Tuesday, 28 July 2009

Retail BID should buy a crystal ball


If Nottingham’s retailers do decide to launch their own Business Improvement District, they'll have a big job on their hands.
For the signs are that the industry has got to find a new way forwards in the wake of this recession.
This isn't an ordinary recession, remember. This was brought on by a financial crisis which has its seeds in our collective decision to borrow more than we could afford to pay back.
It has hobbled the world economy, and will weigh heavily on the UK for years to come because consumers here have been far more reliant on credit to buy things than their counterparts in Germany, for example.
So there are two challenges for the place we call Shoppingham.
One is just keeping the show on the road. We need more events that bring people into the city to spend – more promotions, more themed days, more occasions when shopping joins forces with entertainment and eating out to bring people in from far and wide and keep them here for hours.

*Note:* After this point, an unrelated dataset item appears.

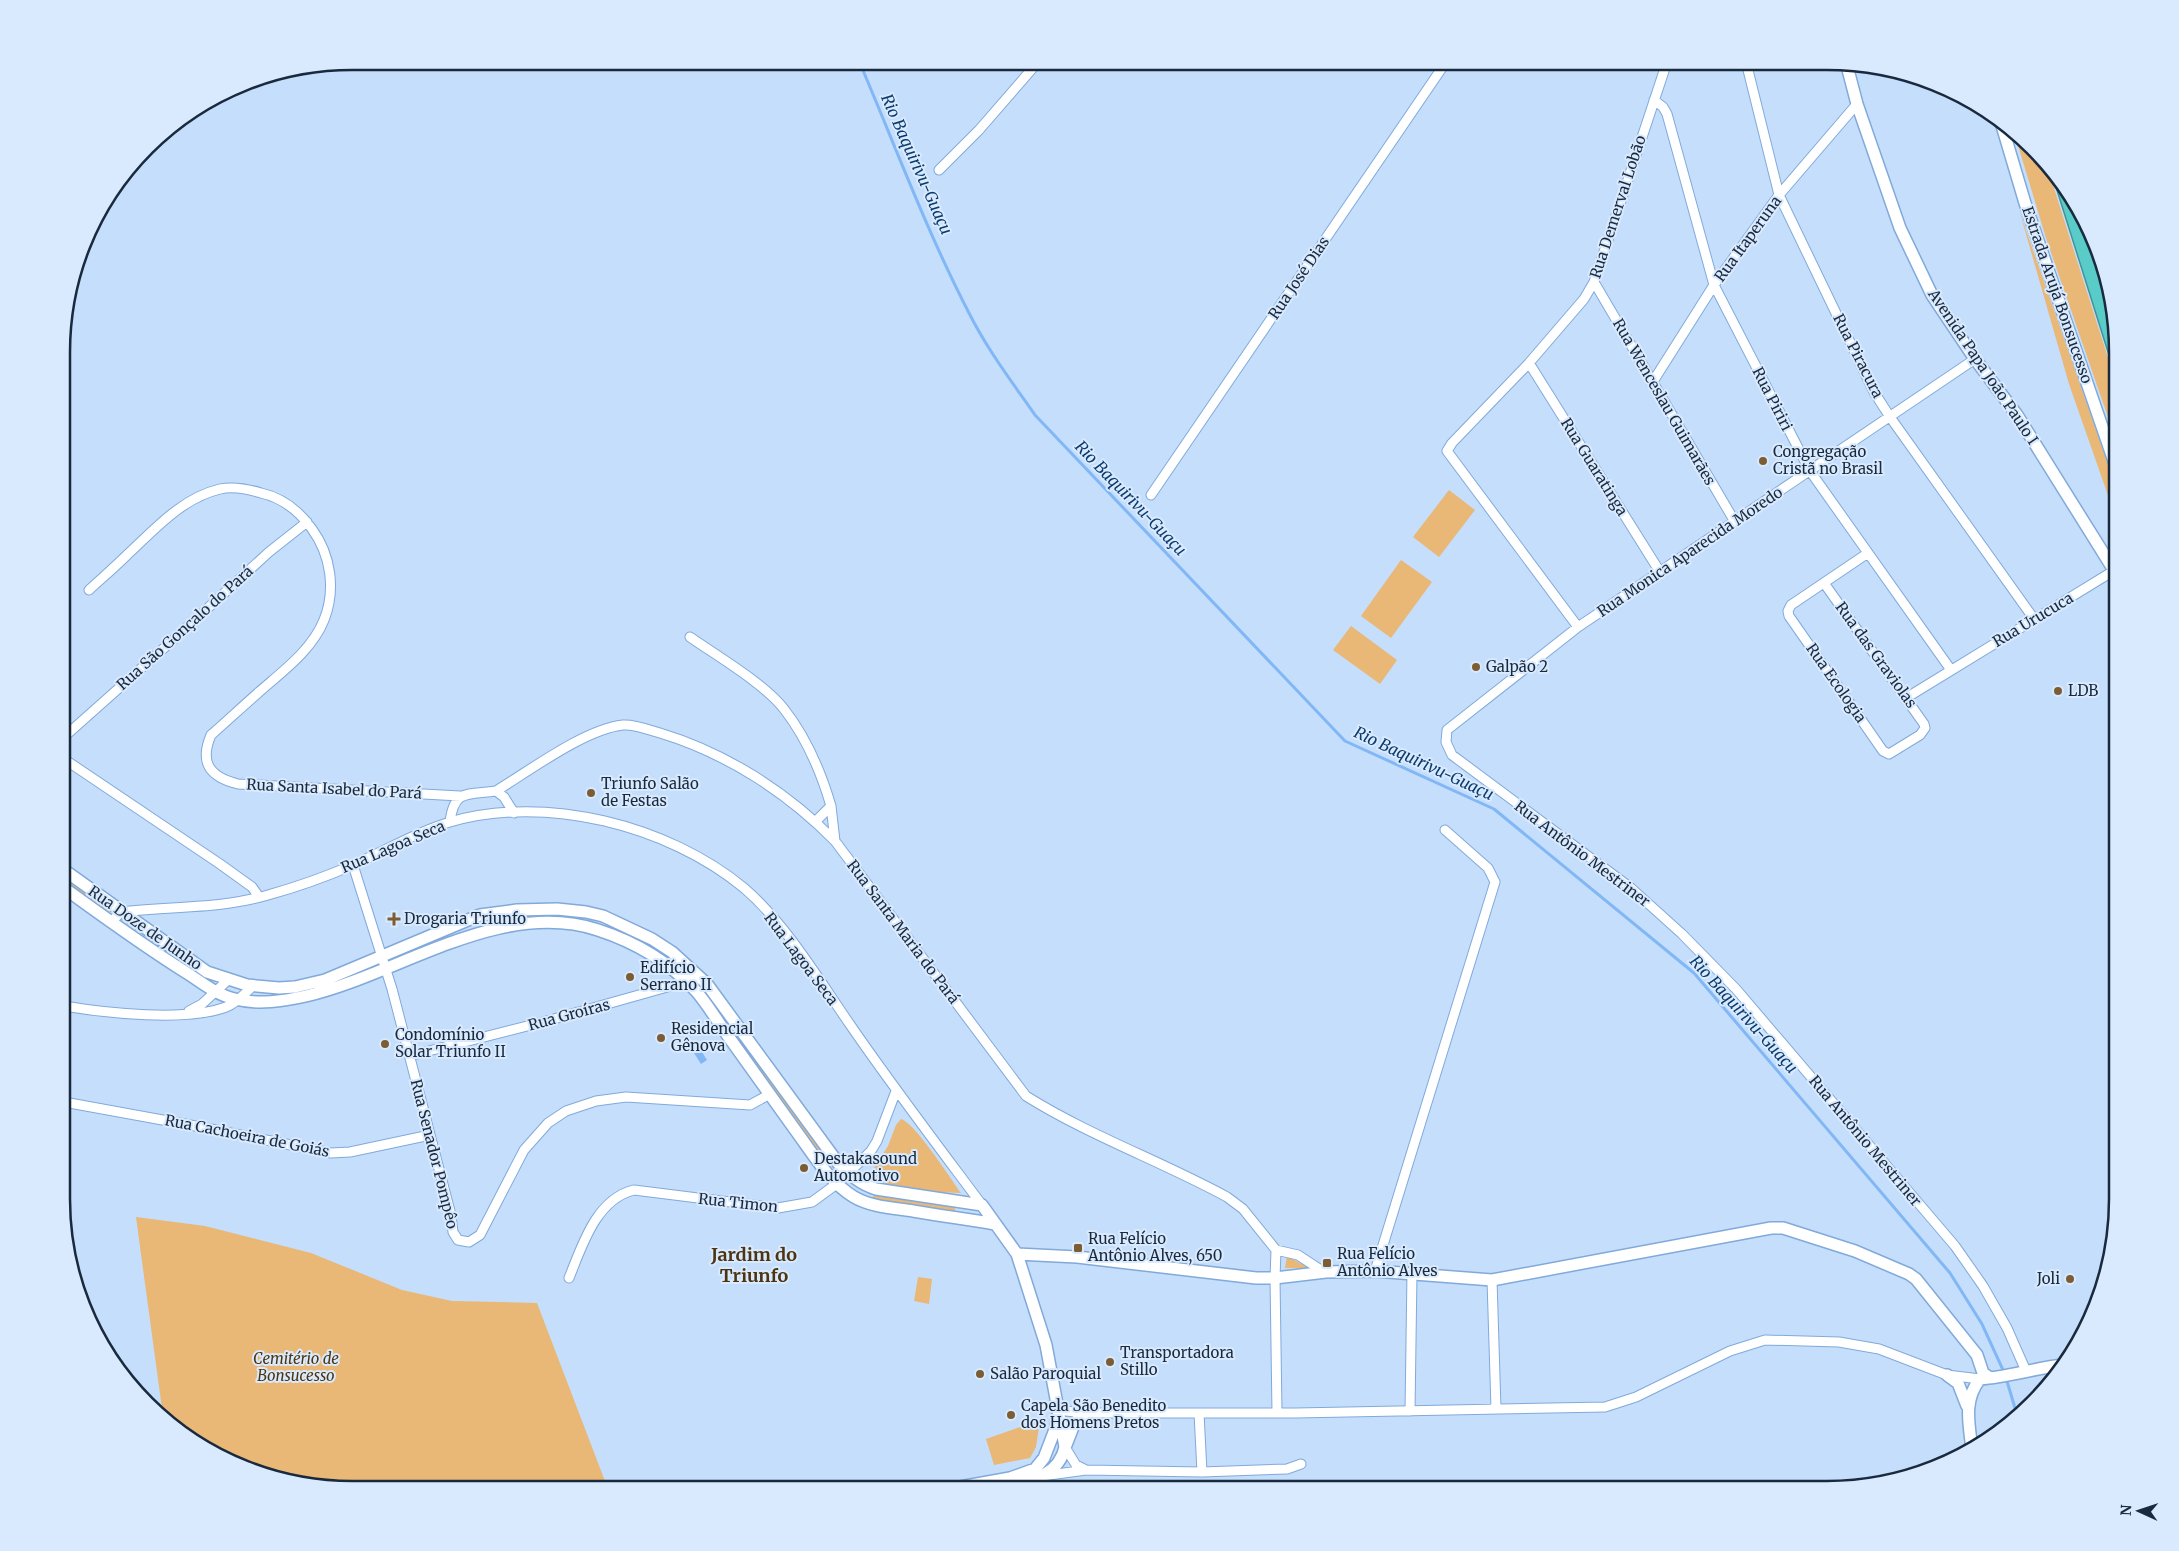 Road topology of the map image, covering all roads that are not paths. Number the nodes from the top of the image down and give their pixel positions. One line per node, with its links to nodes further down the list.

There has been surprisingly little of this until very recently, possibly because the old-style market square was harder to stage events in.
So the Retail BID must therefore think beyond retail and involve restaurants, coffee bars, theatres, cinemas, museums, major sporting events and other attractions (like the Castle, an icon which so few people outside the city know anything about).
There should also be a formal acknowledgement of why Shoppingham is what it is. One of the reasons so many fashion brands open up in the city is that there are huge numbers of fashion-conscious students here.
One of the reasons why there are so many fashion-conscious students is that Nottingham Trent University has an international reputation for its fashion and design courses. It's also the home of the one and only Paul Smith
So let's see more of Nottingham's own fashion week. This should be a fashion and design centre, not just Shoppingham
The second challenge is harder to pin down, but it's about the very nature of retailing in the future.
The credit boom is over, probably for years, and the pervasive influence of technology may change how consumers shop and what retailers know about them.
It may be that one of the most valuable exercises that a Retail BID could kick off is some in-depth research into a world in which retail will have to offer consumers so much more than a price in a window.